> On Oct 22, 2020, at 3:53 PM, Ayub M <hia...@gmail.com> wrote:
> 
> There is a table t which is used in a mview mv, this is the only table in the 
> mview definition.
> 
> create table t (c1 int, ..., c10 int
> );
> 
> -- there is a pk on say c1 column
> create materialized view mv as select c1, c2...c10 from
>  t;
> 
> ---there is a unique index on say c5 and bunch of other indexes on the mview.
> The reason there is a mview created instead of using table t, is that that 
> the table gets truncated and reloaded every couple of hours and we don't want 
> users to see an empty table at any point of time that's why mview is being 
> used.
> 
> Using "refresh materialized view concurrently", this mview is being used by 
> APIs and end users.
> 
> Couple of questions I have -

Hi Ayub,
I’m not an expert on the subject; I hope you’ll get an answer from someone who 
is. :-) Until then, my answers might help.

>       • Whenever mview refresh concurrently happens, does pg create another 
> set of table and indexes and switch it with the orig?

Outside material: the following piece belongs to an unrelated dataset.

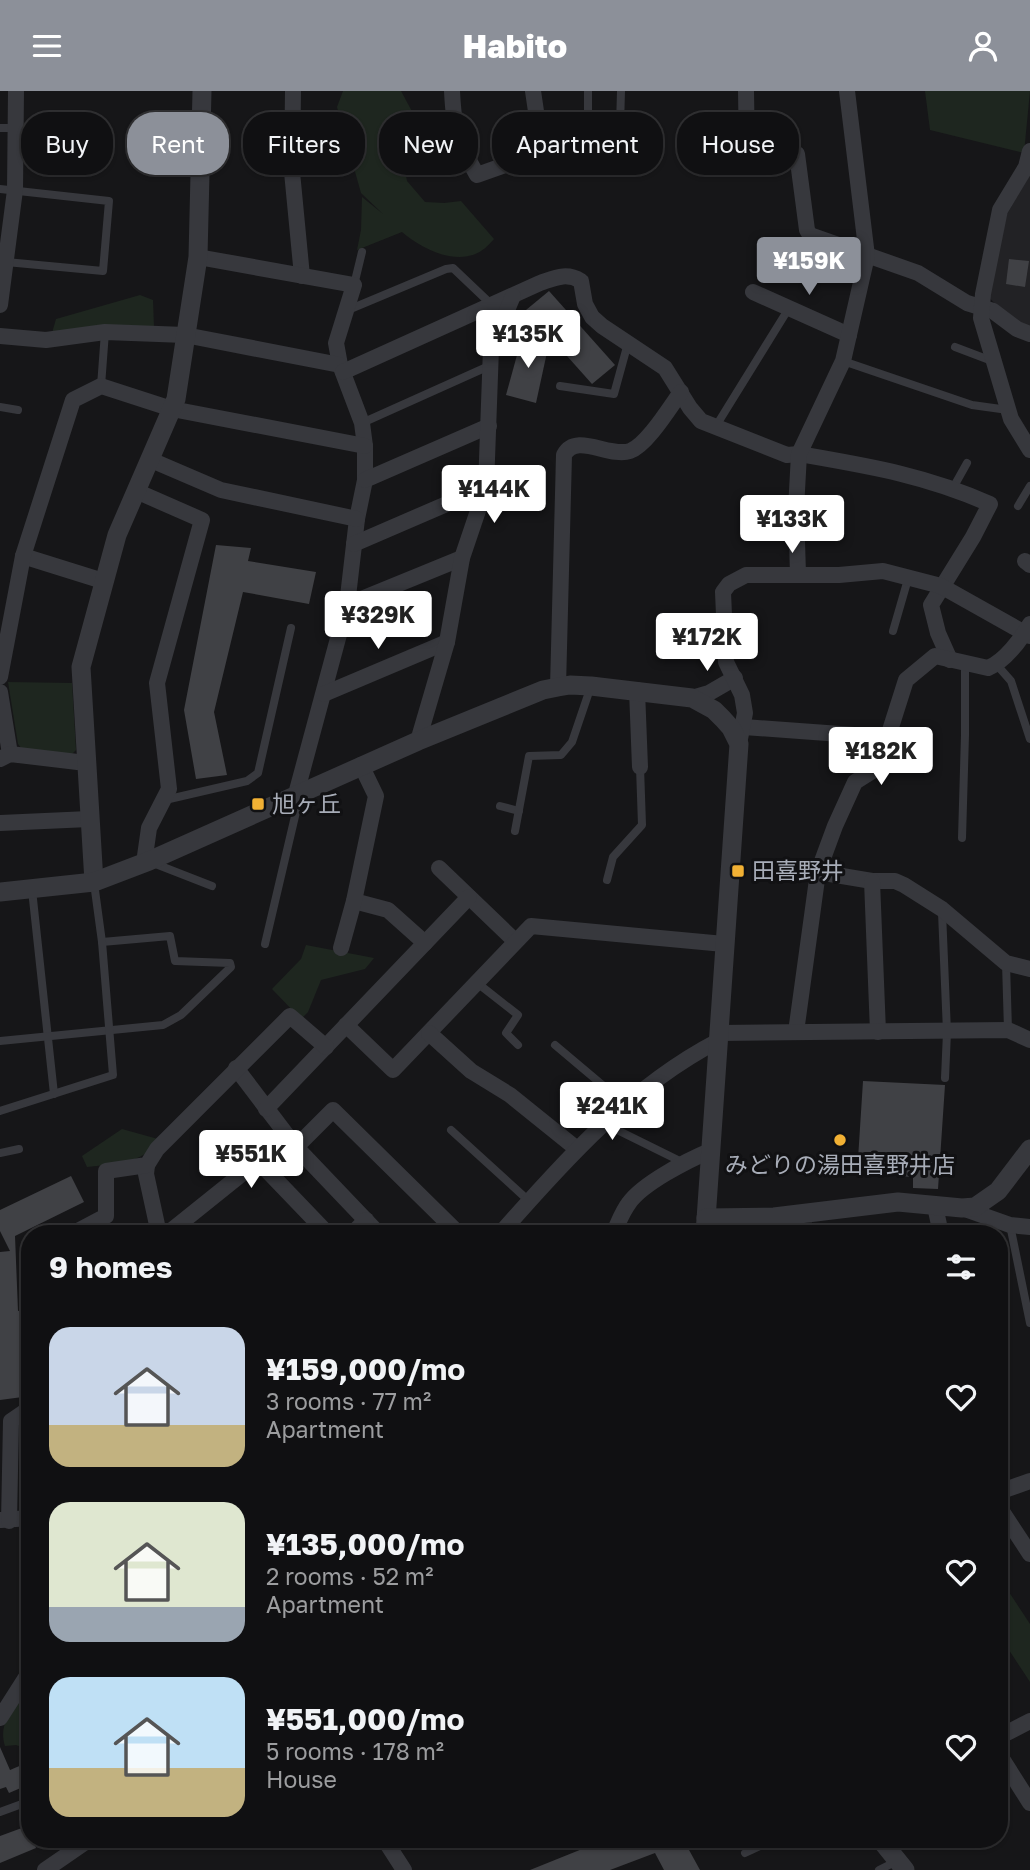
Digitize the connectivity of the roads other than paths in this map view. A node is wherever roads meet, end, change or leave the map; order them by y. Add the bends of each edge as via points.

If no, then does it 
> update the existing data?


My understanding is that when CONCURRENTLY is specified, Postgres implements 
the refresh as a series of INSERT, UPDATE, and DELETE statements on the 
existing view. So the answer to your question is no, Postgres doesn’t create 
another table and then swap it.


>       • The mview gets refreshed in a couple of mins sometimes and sometimes 
> it takes hours. When it runs for longer, there are no locks and no resource 
> shortage, the number of recs in the base table is 6m (7.5gb) which is not 
> huge so why does it take so long to refresh the mview?

Does the run time correlate with the number of changes being made?


>       • Does mview need vacuum/analyze/reindex?


My understanding is that when CONCURRENTLY is specified, yes it does need 
vacuuming, because of the aforementioned implementation of REFRESH as a series 
of INSERT, UPDATE, and DELETE statements. 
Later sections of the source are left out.